There is also a fair distribution of locations for those top ten hosts - France, Netherlands, Germany, Indonesia, the United States and Vietnam are all represented. So where did all of the devices come from?

For a nicer view, open a full screen view of the map above.

This fuller picture reveals that in addition to the high concentration of requests from OVH servers in France, there were also a lot of compromised devices in certain American cities. Who owns the networks these devices sit on? This time around I used InfobyIP's Bulk Lookup Tool, which kindly does not limit the number of lookups per day (or at least I didn't hit the limit):

In Scottsdale, Arizona, all devices are on GoDaddy.com, LLC (GoDaddy) networks.
In Brea, California, all devices are on New Dream Network, LLC (Dreamhost) networks.
In Provo, Utah, all devices are on Unified Layer (United Layer)* networks.
In Fort Lauderdale, Florida, all devices are on InternetNamesForBusiness.com (INFB) networks.

* The United Layer devices appear to be a small mix of regional web hosting services, with the only major outlier being one device on HostGator.

The total requests in these cities were not nearly as high as what came from OVH, but they helped the total number of devices from the United States more than double those from France. These network owners also further advance the theory that the devices were compromised website. It is possible that they were not able to fire off any many requests as OVH's servers because they are smaller website that hit resource caps.

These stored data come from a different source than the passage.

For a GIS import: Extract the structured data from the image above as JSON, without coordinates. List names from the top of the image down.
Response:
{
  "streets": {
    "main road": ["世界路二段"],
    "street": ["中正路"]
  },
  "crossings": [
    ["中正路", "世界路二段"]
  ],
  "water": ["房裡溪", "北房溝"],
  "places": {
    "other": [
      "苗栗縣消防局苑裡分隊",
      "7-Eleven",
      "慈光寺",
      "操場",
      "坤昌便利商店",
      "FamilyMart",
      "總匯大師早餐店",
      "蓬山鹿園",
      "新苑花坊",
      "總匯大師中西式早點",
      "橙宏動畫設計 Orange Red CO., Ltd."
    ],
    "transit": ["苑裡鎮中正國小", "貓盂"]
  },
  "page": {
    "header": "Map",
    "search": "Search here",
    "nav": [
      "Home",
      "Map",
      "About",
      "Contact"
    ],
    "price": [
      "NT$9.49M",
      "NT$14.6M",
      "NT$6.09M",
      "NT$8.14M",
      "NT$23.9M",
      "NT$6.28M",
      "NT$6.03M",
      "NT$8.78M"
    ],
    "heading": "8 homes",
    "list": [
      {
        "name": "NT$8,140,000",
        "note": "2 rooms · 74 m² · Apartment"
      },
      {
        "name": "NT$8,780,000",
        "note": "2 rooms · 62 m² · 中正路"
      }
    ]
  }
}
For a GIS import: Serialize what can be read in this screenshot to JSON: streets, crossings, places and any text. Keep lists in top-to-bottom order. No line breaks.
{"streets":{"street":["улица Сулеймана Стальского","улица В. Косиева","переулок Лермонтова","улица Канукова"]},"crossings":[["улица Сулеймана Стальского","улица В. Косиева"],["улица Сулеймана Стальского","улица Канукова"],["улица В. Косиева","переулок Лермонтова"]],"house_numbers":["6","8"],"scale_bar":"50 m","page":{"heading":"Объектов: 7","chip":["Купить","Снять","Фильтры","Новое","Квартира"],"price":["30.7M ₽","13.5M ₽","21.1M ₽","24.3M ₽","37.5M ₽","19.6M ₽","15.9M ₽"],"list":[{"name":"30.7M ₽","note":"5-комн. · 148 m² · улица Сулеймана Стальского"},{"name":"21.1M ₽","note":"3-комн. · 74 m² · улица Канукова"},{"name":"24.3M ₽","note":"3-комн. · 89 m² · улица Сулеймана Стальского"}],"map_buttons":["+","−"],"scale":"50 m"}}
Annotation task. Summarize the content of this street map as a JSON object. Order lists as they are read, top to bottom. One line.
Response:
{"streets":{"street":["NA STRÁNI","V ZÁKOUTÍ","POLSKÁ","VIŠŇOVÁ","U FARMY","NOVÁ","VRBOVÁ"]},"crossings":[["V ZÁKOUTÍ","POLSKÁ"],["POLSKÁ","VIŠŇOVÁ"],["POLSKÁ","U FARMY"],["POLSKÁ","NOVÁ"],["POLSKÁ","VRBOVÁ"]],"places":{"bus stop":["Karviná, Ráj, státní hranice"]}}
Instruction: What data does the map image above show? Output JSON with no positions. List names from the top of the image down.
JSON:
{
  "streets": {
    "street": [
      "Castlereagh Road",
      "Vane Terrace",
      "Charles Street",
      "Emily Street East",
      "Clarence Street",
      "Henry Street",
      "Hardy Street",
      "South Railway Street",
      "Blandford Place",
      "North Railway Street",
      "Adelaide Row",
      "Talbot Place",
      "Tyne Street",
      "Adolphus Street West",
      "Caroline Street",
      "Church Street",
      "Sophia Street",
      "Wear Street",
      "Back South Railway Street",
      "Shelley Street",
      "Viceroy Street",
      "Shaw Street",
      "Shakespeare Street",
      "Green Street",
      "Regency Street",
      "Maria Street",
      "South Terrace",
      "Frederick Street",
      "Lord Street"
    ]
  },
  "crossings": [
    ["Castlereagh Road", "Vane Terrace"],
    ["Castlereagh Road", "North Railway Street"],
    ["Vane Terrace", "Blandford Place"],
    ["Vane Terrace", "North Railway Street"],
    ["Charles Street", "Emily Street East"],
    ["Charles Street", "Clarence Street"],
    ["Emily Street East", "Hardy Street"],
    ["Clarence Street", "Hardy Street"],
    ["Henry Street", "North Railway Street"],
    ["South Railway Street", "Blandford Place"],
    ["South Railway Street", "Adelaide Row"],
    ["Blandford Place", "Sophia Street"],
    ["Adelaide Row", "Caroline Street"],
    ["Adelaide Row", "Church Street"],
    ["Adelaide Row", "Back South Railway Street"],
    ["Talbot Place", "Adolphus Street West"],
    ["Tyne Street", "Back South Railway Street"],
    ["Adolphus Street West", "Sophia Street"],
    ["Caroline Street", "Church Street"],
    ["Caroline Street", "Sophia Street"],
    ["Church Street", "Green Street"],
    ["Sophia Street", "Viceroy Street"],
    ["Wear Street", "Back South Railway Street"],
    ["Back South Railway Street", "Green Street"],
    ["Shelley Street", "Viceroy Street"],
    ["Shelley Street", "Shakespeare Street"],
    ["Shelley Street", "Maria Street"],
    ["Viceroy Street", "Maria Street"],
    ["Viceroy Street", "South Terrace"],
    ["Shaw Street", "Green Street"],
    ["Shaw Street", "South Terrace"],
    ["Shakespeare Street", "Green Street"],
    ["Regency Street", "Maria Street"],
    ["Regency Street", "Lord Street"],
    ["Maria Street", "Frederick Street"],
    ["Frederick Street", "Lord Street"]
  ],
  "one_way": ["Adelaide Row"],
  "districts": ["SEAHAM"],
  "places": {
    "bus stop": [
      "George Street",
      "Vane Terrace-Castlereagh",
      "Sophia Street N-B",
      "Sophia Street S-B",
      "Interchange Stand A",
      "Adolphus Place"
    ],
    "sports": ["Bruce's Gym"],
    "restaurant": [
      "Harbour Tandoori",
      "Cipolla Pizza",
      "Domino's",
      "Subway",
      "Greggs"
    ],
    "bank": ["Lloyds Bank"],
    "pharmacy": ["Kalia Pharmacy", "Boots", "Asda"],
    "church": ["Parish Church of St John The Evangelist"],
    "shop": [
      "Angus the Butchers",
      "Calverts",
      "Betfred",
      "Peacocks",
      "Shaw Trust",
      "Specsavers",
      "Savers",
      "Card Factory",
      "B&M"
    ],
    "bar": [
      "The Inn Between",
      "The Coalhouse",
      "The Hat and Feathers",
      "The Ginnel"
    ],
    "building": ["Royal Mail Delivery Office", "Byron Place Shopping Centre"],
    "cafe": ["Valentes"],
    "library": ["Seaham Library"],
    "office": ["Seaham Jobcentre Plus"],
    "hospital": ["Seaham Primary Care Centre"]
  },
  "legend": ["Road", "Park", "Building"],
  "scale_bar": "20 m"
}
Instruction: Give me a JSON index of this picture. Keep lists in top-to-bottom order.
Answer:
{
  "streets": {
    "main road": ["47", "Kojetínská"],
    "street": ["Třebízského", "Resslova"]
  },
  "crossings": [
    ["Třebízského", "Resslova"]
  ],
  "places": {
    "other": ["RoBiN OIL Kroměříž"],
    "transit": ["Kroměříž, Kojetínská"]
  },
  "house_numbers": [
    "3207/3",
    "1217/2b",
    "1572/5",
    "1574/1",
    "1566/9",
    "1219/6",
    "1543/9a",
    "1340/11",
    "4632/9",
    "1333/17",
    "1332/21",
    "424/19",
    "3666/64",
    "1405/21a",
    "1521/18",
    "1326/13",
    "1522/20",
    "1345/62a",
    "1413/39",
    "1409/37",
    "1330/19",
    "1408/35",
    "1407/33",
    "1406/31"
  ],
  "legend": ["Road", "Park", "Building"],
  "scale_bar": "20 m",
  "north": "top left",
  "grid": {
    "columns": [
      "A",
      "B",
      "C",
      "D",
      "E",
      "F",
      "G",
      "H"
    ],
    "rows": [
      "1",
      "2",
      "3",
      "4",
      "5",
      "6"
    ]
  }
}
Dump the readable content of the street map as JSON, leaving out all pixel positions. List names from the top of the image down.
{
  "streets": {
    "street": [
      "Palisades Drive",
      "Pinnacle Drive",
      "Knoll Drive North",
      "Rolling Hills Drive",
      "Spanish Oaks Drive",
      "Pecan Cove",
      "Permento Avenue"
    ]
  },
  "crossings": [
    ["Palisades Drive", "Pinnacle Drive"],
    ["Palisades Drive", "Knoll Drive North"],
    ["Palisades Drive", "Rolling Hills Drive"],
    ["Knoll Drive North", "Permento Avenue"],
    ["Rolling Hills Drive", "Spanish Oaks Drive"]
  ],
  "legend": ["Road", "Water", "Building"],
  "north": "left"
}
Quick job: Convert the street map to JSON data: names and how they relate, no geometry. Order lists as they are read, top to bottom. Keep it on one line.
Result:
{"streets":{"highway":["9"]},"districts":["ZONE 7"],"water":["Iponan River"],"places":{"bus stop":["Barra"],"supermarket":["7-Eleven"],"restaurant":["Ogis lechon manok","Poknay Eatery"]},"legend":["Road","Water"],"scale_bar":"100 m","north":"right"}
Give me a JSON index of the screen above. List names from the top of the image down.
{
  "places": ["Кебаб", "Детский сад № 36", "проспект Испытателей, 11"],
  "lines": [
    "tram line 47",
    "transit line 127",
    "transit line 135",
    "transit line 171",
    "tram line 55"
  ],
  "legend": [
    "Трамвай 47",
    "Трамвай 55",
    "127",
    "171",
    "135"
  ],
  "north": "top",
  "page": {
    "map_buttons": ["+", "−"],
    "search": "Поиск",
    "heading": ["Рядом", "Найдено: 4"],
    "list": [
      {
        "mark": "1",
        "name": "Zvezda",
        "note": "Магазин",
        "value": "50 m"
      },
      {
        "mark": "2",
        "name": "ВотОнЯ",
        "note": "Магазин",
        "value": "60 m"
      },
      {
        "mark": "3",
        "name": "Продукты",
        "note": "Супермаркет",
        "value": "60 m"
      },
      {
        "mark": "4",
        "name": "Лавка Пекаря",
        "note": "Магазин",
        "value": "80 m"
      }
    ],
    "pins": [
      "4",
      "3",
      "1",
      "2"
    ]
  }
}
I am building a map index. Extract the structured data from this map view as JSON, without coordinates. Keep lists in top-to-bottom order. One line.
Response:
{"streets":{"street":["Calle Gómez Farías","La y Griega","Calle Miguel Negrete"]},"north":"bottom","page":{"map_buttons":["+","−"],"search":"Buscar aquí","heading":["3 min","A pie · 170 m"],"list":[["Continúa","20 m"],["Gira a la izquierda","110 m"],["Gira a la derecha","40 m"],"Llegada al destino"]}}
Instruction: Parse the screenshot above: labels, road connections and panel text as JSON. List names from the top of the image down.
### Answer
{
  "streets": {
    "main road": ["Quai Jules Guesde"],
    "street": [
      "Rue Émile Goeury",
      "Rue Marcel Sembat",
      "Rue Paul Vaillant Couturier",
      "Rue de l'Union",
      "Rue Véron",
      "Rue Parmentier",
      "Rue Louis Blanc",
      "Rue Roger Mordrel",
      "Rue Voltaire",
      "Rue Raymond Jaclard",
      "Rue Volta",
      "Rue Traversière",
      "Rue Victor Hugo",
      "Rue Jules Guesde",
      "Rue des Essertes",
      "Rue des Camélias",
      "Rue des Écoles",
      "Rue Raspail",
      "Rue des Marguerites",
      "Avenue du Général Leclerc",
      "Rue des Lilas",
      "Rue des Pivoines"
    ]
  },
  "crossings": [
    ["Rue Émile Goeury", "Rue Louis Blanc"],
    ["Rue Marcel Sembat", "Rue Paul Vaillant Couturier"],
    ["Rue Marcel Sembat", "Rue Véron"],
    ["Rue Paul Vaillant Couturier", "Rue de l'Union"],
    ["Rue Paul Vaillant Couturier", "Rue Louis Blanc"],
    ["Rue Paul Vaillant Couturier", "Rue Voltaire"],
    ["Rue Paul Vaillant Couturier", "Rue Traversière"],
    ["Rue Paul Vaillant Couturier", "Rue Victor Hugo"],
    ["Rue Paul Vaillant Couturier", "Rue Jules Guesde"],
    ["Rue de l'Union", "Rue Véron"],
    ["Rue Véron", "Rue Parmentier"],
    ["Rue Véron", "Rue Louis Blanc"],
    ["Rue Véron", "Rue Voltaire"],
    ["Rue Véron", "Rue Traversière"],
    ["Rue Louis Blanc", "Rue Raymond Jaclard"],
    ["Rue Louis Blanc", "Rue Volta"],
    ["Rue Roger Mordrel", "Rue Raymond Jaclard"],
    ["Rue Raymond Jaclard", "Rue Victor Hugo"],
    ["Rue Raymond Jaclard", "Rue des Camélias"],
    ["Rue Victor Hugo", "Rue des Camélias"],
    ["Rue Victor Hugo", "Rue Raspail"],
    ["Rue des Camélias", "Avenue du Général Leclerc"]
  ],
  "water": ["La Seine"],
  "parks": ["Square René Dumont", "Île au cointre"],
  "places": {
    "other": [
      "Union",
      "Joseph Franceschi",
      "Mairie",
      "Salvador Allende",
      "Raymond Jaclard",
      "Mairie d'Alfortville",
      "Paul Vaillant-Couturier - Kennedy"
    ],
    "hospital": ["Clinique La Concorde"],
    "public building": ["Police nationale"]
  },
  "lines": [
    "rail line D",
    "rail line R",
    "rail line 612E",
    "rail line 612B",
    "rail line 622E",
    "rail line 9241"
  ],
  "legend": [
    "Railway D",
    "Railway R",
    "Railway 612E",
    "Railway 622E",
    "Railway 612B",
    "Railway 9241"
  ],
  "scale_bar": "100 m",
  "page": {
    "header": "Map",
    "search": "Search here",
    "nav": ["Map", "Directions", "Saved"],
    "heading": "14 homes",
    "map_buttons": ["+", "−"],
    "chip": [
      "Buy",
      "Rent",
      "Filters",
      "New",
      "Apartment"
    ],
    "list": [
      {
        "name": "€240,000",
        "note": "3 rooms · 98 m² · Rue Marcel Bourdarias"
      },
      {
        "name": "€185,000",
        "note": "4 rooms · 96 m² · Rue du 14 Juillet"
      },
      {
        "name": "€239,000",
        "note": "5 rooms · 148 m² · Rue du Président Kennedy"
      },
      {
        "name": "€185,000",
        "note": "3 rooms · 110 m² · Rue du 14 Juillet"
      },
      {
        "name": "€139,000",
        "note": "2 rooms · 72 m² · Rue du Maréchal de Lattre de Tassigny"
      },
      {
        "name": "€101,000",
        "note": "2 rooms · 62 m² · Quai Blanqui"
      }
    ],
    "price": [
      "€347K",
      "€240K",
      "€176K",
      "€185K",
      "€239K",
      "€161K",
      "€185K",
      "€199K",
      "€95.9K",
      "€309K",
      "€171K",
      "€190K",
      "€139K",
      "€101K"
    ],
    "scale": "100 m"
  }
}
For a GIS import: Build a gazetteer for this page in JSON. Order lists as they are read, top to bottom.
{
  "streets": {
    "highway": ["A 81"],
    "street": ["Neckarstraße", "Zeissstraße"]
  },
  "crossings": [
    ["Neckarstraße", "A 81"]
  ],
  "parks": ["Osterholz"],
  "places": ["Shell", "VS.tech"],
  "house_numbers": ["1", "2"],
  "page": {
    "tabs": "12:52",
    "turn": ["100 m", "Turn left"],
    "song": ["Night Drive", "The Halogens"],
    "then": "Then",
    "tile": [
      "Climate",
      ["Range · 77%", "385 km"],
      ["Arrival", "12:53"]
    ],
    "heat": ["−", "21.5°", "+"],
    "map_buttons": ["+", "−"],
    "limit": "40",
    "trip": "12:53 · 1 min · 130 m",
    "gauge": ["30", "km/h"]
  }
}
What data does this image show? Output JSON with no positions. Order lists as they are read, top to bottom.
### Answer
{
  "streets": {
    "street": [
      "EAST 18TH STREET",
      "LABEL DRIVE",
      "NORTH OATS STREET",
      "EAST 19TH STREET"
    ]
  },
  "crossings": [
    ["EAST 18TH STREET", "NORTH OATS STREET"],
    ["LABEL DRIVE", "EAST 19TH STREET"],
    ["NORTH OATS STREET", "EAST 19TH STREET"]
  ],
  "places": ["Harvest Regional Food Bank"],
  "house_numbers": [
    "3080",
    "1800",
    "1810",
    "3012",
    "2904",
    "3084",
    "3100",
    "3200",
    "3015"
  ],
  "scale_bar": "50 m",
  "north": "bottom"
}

A lot more digging could be done here to identify and report individual compromised websites, but I suspect that would be an adventure of it's own. And one worth taking if time ever allows...

User Agents

All of the devices used in the attack had the same user agent: Mozilla/4.0 (compatible; MSIE 7.0; Windows NT 6.1; Trident/4.0). User agents are very easy to fake, so it's difficult to read much in this. I had not seen the Trident token in user agent strings before and found that it apparently has to do with Internet Explorer's compatibility mode. Perhaps this indicates that the compromised machines used in the attack are servery outdated Windows virtual machines, but there is no definitive way to make that connection.

One other interesting "user agent" string in the logs is () { foo;};echo; /bin/bash -c \"expr 299663299665 / 3; echo 333:; uname -a; echo 333:; id;\". This string, along with requests to some known exploitable entry points, attempts to execute a command to reveal some potentially useful information for compromising the server. If it had succeeded, the attacker would have received the detailed name of the operating system (uname -a) and user and group information for the user running the web server (id).

The part that I was unsure about is the expr 299663299665 command, which is apparently related to the Shellshock vulnerability. The command itself and the result, 99887766555, turn up a number of results on the web but nothing that seems to connect the dots on between the command and the vulnerability.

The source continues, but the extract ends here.